-- SOURCE INFORMATION follows --

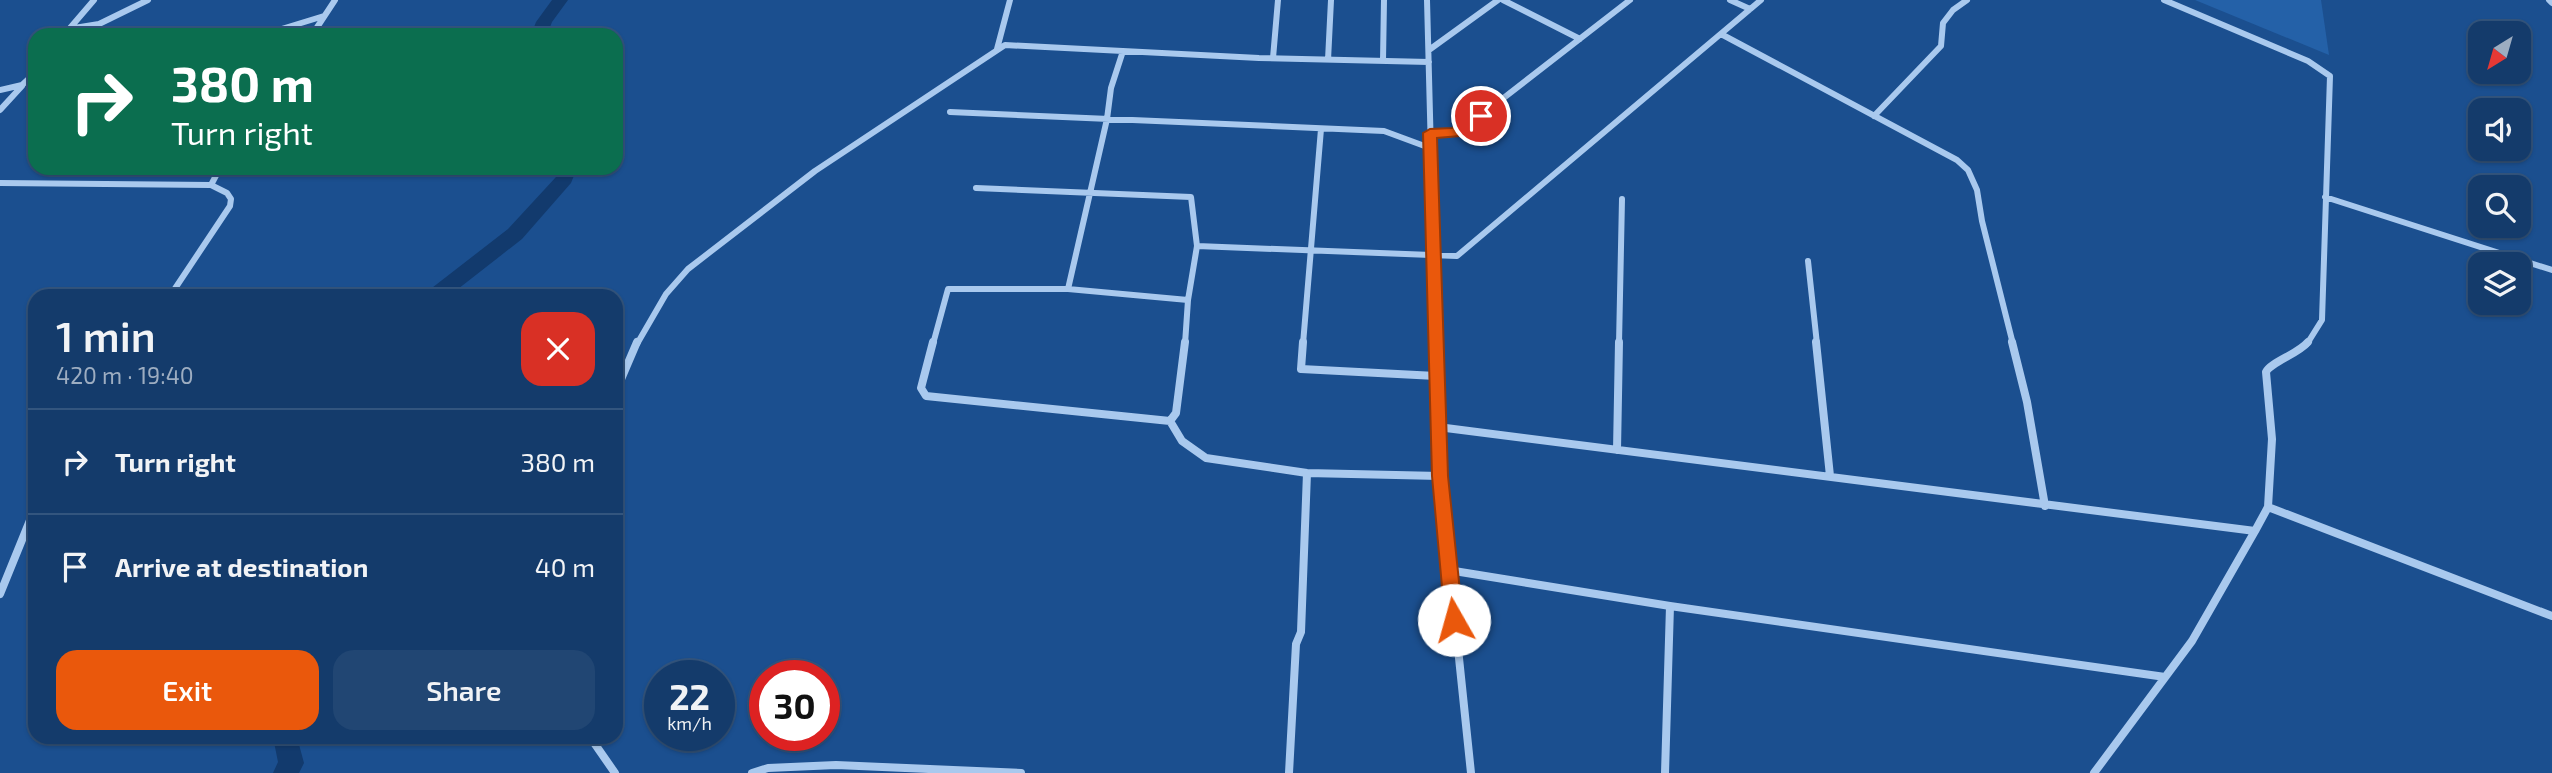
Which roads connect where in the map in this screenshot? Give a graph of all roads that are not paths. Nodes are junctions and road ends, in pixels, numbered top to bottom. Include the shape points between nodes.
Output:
1 (94, 0) edge
2 (148, 0) edge
3 (335, 0) edge
4 (1010, 0) edge
5 (1278, 0) edge
6 (1331, 0) edge
7 (1384, 0) edge
8 (1427, 0) edge
9 (1501, 0) edge
10 (1630, 0) edge
11 (1730, 0) edge
12 (1761, 0) edge
13 (1967, 0) edge
14 (2164, 0) edge
15 (1750, 9) junction
16 (324, 16) junction
17 (70, 28) edge
18 (91, 28) edge
19 (285, 28) edge
20 (316, 28) edge
21 (1721, 34) junction
22 (1580, 39) junction
23 (997, 48) junction
24 (1429, 50) junction
25 (1123, 51) junction
26 (1273, 58) junction
27 (1329, 60) junction
28 (1383, 61) junction
29 (1430, 62) junction
30 (28, 80) edge
31 (22, 85) junction
32 (0, 90) edge
33 (0, 110) edge
34 (950, 113) dead end
35 (1874, 116) junction
36 (1107, 119) junction
37 (1321, 128) junction
38 (1430, 133) junction
39 (1430, 148) junction
40 (216, 175) edge
41 (0, 183) edge
42 (211, 186) junction
43 (976, 188) dead end
44 (1089, 190) junction
45 (2325, 197) junction
46 (1622, 199) dead end
47 (1197, 246) junction
48 (1310, 251) junction
49 (1433, 256) junction
50 (1808, 261) dead end
51 (2552, 270) edge
52 (175, 289) edge
53 (1068, 289) junction
54 (1188, 300) junction
55 (623, 375) edge
56 (1436, 376) junction
57 (1170, 421) junction
58 (1438, 427) junction
59 (1617, 450) junction
60 (1307, 473) junction
61 (1440, 476) junction
62 (1830, 476) junction
63 (2045, 506) junction
64 (2268, 507) junction
65 (28, 523) edge
66 (2255, 531) junction
67 (1448, 570) junction
68 (5, 572) edge
69 (0, 594) edge
70 (1670, 606) junction
71 (2552, 616) edge
72 (2165, 677) junction
73 (595, 744) edge
74 (615, 773) edge
75 (752, 773) edge
76 (1021, 773) edge
77 (1289, 773) edge
78 (1471, 773) edge
79 (1665, 773) edge
80 (2094, 773) edge

1 - 17 street
2 - 18 street
3 - 16 street
4 - 23 street
5 - 26 street
6 - 27 street
7 - 28 street
8 - 24 street
9 - 22 street
9 - 24 street
10 - 22 street
11 - 15 street
12 - 15 street
13 - 35 street via 1944,23 1941,46
14 - 45 street via 2330,74
15 - 21 street
16 - 19 street
16 - 20 street
21 - 35 street
21 - 49 street via 1462,253
22 - 38 street via 1461,131
23 - 25 street via 1010,44
23 - 55 street via 815,171 688,269 642,332
24 - 29 street
25 - 26 street
25 - 36 street
26 - 27 street
27 - 28 street
28 - 29 street
29 - 38 street
30 - 31 street
31 - 32 street
31 - 33 street
34 - 36 street
35 - 63 street via 1968,170 2027,402
36 - 37 street
36 - 44 street
37 - 39 street via 1394,133
37 - 48 street
38 - 39 street
39 - 49 street
40 - 42 street
41 - 42 street
42 - 52 street via 227,193 230,205
43 - 44 street
44 - 47 street via 1191,197
44 - 53 street
45 - 51 street
45 - 64 street via 2322,320 2311,343 2266,372 2272,439
46 - 59 street
47 - 48 street
47 - 54 street
48 - 49 street
48 - 56 street via 1301,369
49 - 56 street
50 - 62 street
53 - 54 street
53 - 57 street via 948,289 921,388 926,396
54 - 57 street via 1183,374 1176,413
56 - 58 street
57 - 60 street via 1182,442 1206,457
58 - 59 street
58 - 61 street
59 - 62 street
60 - 61 street
60 - 77 street
61 - 67 street
62 - 63 street
63 - 66 street
64 - 66 street
64 - 71 street
65 - 68 street
66 - 72 street via 2192,641
67 - 70 street
67 - 78 street
68 - 69 street
70 - 72 street
70 - 79 street
72 - 80 street
73 - 74 street
75 - 76 street via 759,768 805,765

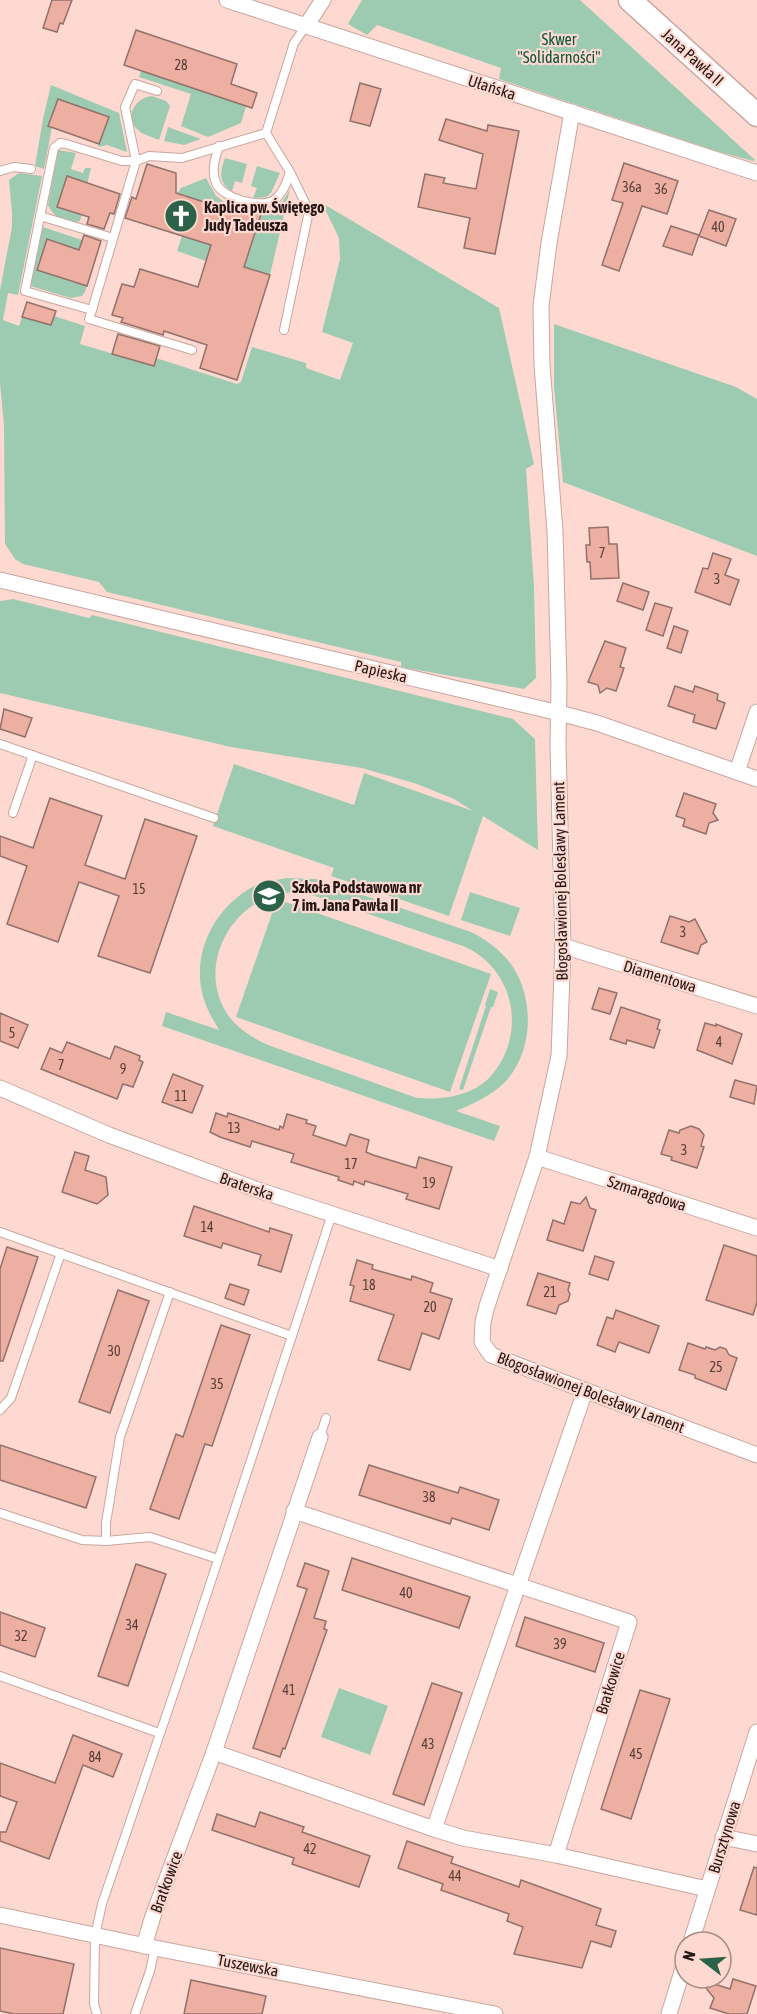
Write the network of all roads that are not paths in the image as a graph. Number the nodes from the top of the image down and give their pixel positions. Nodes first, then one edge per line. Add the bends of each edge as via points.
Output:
1 (227, 0) edge
2 (323, 0) edge
3 (630, 0) edge
4 (306, 26) junction
5 (157, 91) dead end
6 (572, 112) junction
7 (757, 115) edge
8 (266, 133) junction
9 (219, 146) junction
10 (136, 161) junction
11 (31, 169) dead end
12 (0, 171) edge
13 (290, 172) junction
14 (757, 173) edge
15 (40, 216) junction
16 (113, 238) junction
17 (92, 310) junction
18 (284, 330) dead end
19 (192, 351) dead end
20 (0, 580) edge
21 (757, 712) edge
22 (559, 713) junction
23 (0, 744) edge
24 (33, 755) junction
25 (737, 772) junction
26 (757, 779) edge
27 (14, 813) dead end
28 (214, 818) dead end
29 (563, 946) junction
30 (757, 1006) edge
31 (0, 1088) edge
32 (537, 1157) junction
33 (332, 1214) junction
34 (757, 1228) edge
35 (0, 1232) edge
36 (61, 1253) junction
37 (500, 1269) junction
38 (170, 1292) junction
39 (292, 1336) junction
40 (585, 1391) junction
41 (0, 1410) edge
42 (326, 1418) dead end
43 (320, 1437) joint
44 (757, 1455) edge
45 (294, 1512) junction
46 (0, 1513) edge
47 (106, 1541) junction
48 (218, 1559) junction
49 (519, 1586) junction
50 (0, 1676) edge
51 (757, 1732) edge
52 (159, 1733) junction
53 (214, 1752) junction
54 (434, 1829) junction
55 (723, 1837) junction
56 (757, 1844) edge
57 (556, 1855) junction
58 (707, 1889) junction
59 (0, 1915) edge
60 (695, 1930) edge
61 (95, 1936) junction
62 (149, 1947) junction
63 (676, 1990) edge
64 (97, 2014) edge
65 (135, 2014) edge
66 (495, 2014) edge
67 (669, 2014) edge

1 - 4 street, Ułańska
2 - 4 street
3 - 7 street, Jana Pawła II
4 - 6 street, Ułańska
4 - 8 lane via 294,43
5 - 10 lane via 135,84 125,107
6 - 14 street, Ułańska
6 - 22 street, Błogosławionej Bolesławy Lament via 541,306 555,531
8 - 9 lane
8 - 13 lane
9 - 10 lane via 182,158 149,156
9 - 13 lane via 213,170 216,185 241,200 271,202 279,196
10 - 15 lane via 122,161 60,143 54,148 45,173
10 - 16 lane
11 - 12 lane via 14,167
13 - 18 lane via 309,211
15 - 16 lane
15 - 17 lane via 26,291
16 - 17 lane
17 - 19 lane via 89,319
20 - 22 street, Papieska
21 - 25 street
22 - 25 street, Papieska
22 - 29 street, Błogosławionej Bolesławy Lament
23 - 24 lane
24 - 27 lane
24 - 28 lane
25 - 26 street, Papieska
29 - 30 street, Diamentowa
29 - 32 street, Błogosławionej Bolesławy Lament via 558,1056
31 - 33 street, Braterska via 109,1135
32 - 34 street, Szmaragdowa
32 - 37 street, Błogosławionej Bolesławy Lament
33 - 37 street, Braterska
33 - 39 lane
35 - 36 lane
36 - 38 lane
36 - 41 lane via 10,1398
37 - 40 street, Błogosławionej Bolesławy Lament via 483,1322 482,1342 491,1355
38 - 39 lane
38 - 47 lane via 120,1437
39 - 48 lane
40 - 44 street, Błogosławionej Bolesławy Lament
40 - 49 street
42 - 43 lane
43 - 45 street, Bratkowice
45 - 49 street, Bratkowice
45 - 53 street, Bratkowice
46 - 47 lane via 82,1540
47 - 48 lane via 150,1537
48 - 52 lane
49 - 54 street
49 - 57 street, Bratkowice via 629,1622
50 - 52 lane
51 - 55 street, Bursztynowa
52 - 61 lane
53 - 54 street
53 - 62 street, Bratkowice via 153,1916
54 - 57 street
55 - 56 street
55 - 58 street, Bursztynowa
57 - 58 street
58 - 60 street, Bursztynowa
59 - 61 street, Tuszewska
61 - 62 street, Tuszewska
61 - 64 lane
62 - 65 lane via 150,1971
62 - 66 street, Tuszewska
63 - 67 street

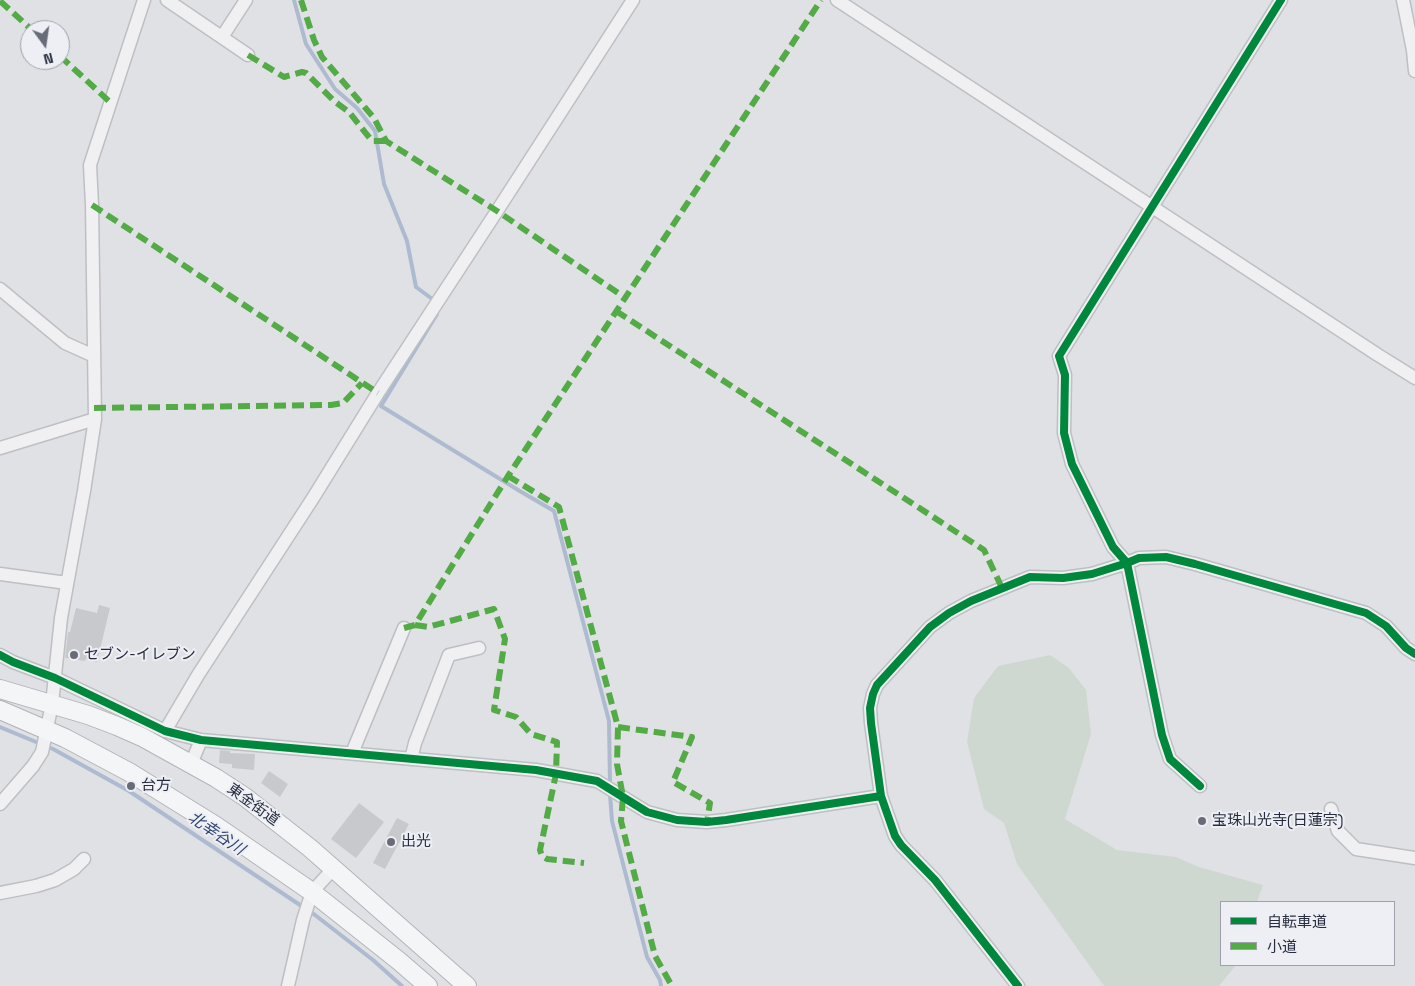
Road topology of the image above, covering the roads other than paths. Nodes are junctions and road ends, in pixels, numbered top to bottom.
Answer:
1 (144, 0) edge
2 (167, 0) edge
3 (246, 0) edge
4 (633, 0) edge
5 (837, 0) edge
6 (1281, 0) edge
7 (1403, 0) edge
8 (1412, 26) edge
9 (222, 37) junction
10 (248, 55) dead end
11 (1415, 72) edge
12 (1151, 207) junction
13 (0, 289) edge
14 (94, 356) junction
15 (1415, 378) edge
16 (95, 419) junction
17 (0, 448) edge
18 (1127, 563) junction
19 (0, 574) edge
20 (67, 583) junction
21 (404, 628) dead end
22 (479, 648) dead end
23 (1415, 654) edge
24 (0, 655) edge
25 (55, 678) junction
26 (0, 689) edge
27 (52, 704) junction
28 (0, 710) edge
29 (46, 730) junction
30 (165, 731) junction
31 (201, 740) junction
32 (352, 753) junction
33 (411, 759) junction
34 (191, 764) junction
35 (1200, 786) dead end
36 (881, 796) junction
37 (0, 804) edge
38 (1331, 809) dead end
39 (1415, 858) edge
40 (84, 859) dead end
41 (333, 869) junction
42 (312, 892) junction
43 (0, 893) edge
44 (288, 986) edge
45 (428, 986) edge
46 (467, 986) edge
47 (1018, 986) edge

1 - 14 street
2 - 9 street
3 - 9 street
4 - 30 street
5 - 12 street
6 - 12 street
7 - 8 street
8 - 11 street
9 - 10 street
12 - 15 street
12 - 18 street
13 - 14 street
14 - 16 street
16 - 17 street
16 - 20 street
18 - 23 street
18 - 35 street
18 - 36 street
19 - 20 street
20 - 25 street
21 - 32 street
22 - 33 street
24 - 25 street
25 - 27 street
25 - 30 street
26 - 27 highway, 東金街道
27 - 29 street
27 - 34 highway, 東金街道
28 - 29 highway
29 - 37 street
29 - 42 highway
30 - 31 street
31 - 32 street
31 - 34 street
32 - 33 street
33 - 36 street
34 - 41 highway, 東金街道
36 - 47 street
38 - 39 street
40 - 43 street
41 - 42 street
41 - 46 highway, 東金街道
42 - 44 street
42 - 45 highway

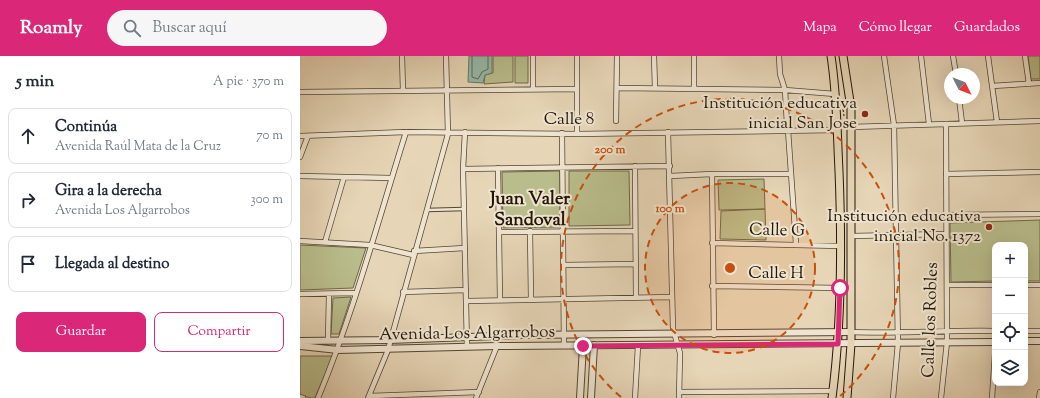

-- SOURCE INFORMATION concluded --

Take every line above that includes "Bratkowice" and list it.

43 - 45 street, Bratkowice
45 - 49 street, Bratkowice
45 - 53 street, Bratkowice
49 - 57 street, Bratkowice via 629,1622
53 - 62 street, Bratkowice via 153,1916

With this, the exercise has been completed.